Friday, 17 April 2026

Humans Returned to Britain 500 Years Earlier Than Scientists Thought

By A. Palmer, U. of London, April 17, 2026

New research suggests humans returned to the British Isles earlier than once believed, arriving during a subtle but crucial shift in summer temperatures. 
Credit: Shutterstock

A modest rise in summer temperatures may have been enough to bring humans back to post-ice-age Britain centuries earlier than expected.

The return of humans to the British Isles following the retreat of the last ice sheet, which once covered much of the northern hemisphere, occurred around 15,200 years ago, roughly 500 years earlier than earlier estimates suggested.

This migration took place alongside a rapid increase in summer temperatures in southern Britain, according to our research.

These shifting environmental conditions made it possible for people to move north into Britain, which at the time remained connected to the European mainland. They followed migrating herds of reindeer and horses that were moving into newly suitable grazing landscapes.

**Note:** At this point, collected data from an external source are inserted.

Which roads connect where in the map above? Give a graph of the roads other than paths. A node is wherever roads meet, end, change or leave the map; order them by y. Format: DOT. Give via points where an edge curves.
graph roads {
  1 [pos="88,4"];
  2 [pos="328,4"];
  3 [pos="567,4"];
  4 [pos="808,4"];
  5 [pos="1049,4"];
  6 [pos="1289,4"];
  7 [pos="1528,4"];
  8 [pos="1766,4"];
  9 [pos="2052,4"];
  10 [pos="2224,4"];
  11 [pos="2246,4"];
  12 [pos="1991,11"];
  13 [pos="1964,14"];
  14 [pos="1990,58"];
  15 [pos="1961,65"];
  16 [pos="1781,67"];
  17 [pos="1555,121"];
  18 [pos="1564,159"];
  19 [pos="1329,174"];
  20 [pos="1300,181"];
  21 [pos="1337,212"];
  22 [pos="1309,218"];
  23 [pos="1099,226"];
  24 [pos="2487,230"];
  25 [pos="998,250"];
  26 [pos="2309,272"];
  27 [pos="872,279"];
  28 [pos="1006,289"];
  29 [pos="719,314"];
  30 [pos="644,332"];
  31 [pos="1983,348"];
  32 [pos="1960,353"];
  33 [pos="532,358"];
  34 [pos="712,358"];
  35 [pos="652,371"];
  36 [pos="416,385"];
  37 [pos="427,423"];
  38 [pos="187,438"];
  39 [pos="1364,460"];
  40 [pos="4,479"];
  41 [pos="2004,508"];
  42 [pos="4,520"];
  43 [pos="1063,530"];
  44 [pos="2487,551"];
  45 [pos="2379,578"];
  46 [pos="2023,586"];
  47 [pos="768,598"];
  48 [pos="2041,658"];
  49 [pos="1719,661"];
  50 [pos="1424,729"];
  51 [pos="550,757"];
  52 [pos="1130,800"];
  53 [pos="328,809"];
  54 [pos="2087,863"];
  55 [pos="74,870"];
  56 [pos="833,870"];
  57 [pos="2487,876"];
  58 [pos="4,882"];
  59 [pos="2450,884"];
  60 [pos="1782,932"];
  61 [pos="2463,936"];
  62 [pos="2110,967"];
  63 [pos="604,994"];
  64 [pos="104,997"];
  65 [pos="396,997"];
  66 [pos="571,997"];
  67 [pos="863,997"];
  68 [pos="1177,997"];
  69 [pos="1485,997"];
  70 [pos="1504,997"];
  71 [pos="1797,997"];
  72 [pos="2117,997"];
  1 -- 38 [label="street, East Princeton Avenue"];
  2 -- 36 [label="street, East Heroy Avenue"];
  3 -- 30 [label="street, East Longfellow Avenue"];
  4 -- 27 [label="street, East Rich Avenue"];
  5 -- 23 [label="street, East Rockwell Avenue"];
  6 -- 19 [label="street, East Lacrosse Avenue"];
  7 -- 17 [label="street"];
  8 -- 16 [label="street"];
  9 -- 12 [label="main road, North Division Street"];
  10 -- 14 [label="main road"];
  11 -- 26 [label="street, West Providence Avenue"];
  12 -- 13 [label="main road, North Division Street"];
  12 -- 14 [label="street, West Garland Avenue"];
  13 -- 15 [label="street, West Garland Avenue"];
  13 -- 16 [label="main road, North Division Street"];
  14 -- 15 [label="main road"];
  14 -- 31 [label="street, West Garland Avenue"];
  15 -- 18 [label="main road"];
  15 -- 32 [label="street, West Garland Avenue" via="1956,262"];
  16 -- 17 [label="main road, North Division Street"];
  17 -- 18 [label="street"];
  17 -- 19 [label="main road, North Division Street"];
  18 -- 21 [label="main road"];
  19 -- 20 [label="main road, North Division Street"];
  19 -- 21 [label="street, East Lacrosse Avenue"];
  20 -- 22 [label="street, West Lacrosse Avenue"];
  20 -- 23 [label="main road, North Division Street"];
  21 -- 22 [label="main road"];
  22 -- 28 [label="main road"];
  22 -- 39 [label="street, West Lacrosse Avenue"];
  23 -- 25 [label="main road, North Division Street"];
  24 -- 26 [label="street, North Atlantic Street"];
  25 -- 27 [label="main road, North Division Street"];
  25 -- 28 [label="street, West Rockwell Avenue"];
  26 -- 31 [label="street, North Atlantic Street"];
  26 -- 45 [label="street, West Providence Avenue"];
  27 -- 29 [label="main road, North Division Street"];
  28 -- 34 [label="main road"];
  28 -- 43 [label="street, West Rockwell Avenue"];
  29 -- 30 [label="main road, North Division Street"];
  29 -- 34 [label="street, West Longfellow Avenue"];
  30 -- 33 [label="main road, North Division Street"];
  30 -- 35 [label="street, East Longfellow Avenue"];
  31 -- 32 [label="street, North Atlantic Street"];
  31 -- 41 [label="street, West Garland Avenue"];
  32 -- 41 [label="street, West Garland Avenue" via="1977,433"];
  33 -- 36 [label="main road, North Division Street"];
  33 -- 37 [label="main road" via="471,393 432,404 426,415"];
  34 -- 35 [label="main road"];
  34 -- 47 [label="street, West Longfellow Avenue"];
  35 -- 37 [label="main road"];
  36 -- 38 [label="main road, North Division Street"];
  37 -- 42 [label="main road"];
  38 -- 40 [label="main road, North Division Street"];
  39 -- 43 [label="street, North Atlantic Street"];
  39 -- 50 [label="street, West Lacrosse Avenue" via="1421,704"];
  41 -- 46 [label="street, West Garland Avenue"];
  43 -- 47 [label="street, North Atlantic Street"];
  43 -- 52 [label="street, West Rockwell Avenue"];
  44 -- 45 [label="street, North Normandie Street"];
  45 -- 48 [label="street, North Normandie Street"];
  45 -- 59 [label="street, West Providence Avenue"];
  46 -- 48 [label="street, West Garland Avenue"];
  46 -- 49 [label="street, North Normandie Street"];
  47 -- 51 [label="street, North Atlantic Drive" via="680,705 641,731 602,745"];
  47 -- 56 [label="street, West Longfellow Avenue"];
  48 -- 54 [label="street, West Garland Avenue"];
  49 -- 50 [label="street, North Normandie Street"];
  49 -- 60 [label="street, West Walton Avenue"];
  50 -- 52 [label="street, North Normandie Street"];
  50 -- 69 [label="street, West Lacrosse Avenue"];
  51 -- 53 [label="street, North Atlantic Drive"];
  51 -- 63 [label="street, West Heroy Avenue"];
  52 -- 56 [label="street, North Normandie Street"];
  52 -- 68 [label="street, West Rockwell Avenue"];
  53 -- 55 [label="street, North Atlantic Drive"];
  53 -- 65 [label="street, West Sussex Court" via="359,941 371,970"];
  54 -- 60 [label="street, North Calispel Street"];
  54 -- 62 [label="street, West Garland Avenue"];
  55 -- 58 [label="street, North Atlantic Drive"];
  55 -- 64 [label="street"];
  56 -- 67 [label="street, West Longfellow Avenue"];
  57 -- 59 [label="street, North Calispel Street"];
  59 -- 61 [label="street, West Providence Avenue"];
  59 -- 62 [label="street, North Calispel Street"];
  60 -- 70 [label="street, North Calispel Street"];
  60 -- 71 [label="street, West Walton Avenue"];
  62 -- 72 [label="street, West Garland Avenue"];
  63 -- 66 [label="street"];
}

After the last ice age, north-west Europe experienced at least two major transitions from colder to warmer climates, with these temperature changes likely unfolding over relatively short timescales measured in decades.

Our latest research addresses the first of these transitions in the Late Upper Paleolithic period (14,000 to 11,000 years ago). In areas such as north-west Europe, including where the British Isles are today, humans successively abandoned and then returned to areas at the abrupt transitions between cold and warm periods.

Broadly, evidence of humans from fossil records showed them migrating to where the environmental conditions supported their survival.

Old timelines left a mismatch

The repopulation of the British Isles after the last ice age is an excellent period to explore the relationships between climate and environment, and the reappearance of humans in this region.

In previous studies, the evidence has been somewhat difficult to read due to uncertainty of the dating methods and incomplete records of environmental and climate conditions. The traditional view had been that the north-west European climate warmed from ice-age temperatures around 14,700 years ago, and humans reoccupied Britain at that time.

Graph shows the timing of returns to British Isles of reindeer and humans after the last ice age, and related temperatures in Llangrose Lake. 
Credit: Adrian Palmer


However, revised preparation techniques in the early 2000s for the dating of human remains and associated artifacts showed the earliest appearance of humans occurred prior to the warming of 14,700 years ago.

This finding was difficult to understand, as it coincided with what were then considered cold glacial climates that would have been unlikely to support the resources people needed to survive in Britain.
Lake sediments changed the climate picture

Our study used new calibrations of radiocarbon ages that confirmed the age of those human remains to between 15,200 and 15,000 years ago. So, if humans really were present in the British Isles, could they have survived in cold climates – or was our picture of past environments at this time incorrect?

Clearer insight came from Llangorse Lake (Lake Syffadan) in south Wales, where the lake sediments spanning the last 19,000 years record the abrupt climate change in detail. In addition, the lake’s location lies close to the cave in the Wye Valley where the earliest British evidence for human remains after the ice age were found.

By extracting fossil pollen, chironomids (non-biting midges), and chemical analysis of the lake sediments, an unexpected picture of the climate emerged – one that showed previous climate reconstructions for the region were incorrect.

The chironomids were used to reconstruct summer temperature, and this showed the climate warmed in a different pattern than has been identified in other parts of north-west Europe and Greenland. An abrupt temperature shift from 5–7°C to 10–14°C occurred at 15,200 years in Britain – 500 years earlier than previous evidence had suggested.

Just prior to this climate warming, the presence of human prey, such as reindeer and horses, is more consistently detected in southern Britain around 15,500 years ago. These animals were exploiting the newly available grazing grounds, with people tracking the herds northwards and enduring the moderately warmer summer climatic conditions.

A small climate shift changed human movement

Examining archaeological records along with environmental and climatic archives allows more precise reconstructions of when humans were able to repopulate previously inhospitable regions. This is helped by re-evaluating old radiocarbon dates of human evidence in the landscape, and by generating more precise environmental records from the time – including more precise timings of the transitions from cold to warm periods.

This provided us with a fuller picture of human responses to changes in temperature (and their impact on the environment) in the Late Upper Palaeolithic period. Human survival was the driver of these movements, and following prey into new areas was important. But only a relatively small change in summer temperatures was required to enable this migration.

Our research provides better understanding of human behavior and resilience to climate change after the last ice age around 15,000 years ago. But understanding these environmental triggers from the past helps create new perspectives on human responses to them even now.

These basic factors have not gone away. The response observed in this study might provide clues on future human behavior as our polar regions warm and glaciers melt, showing how the potential for human migration could be increased.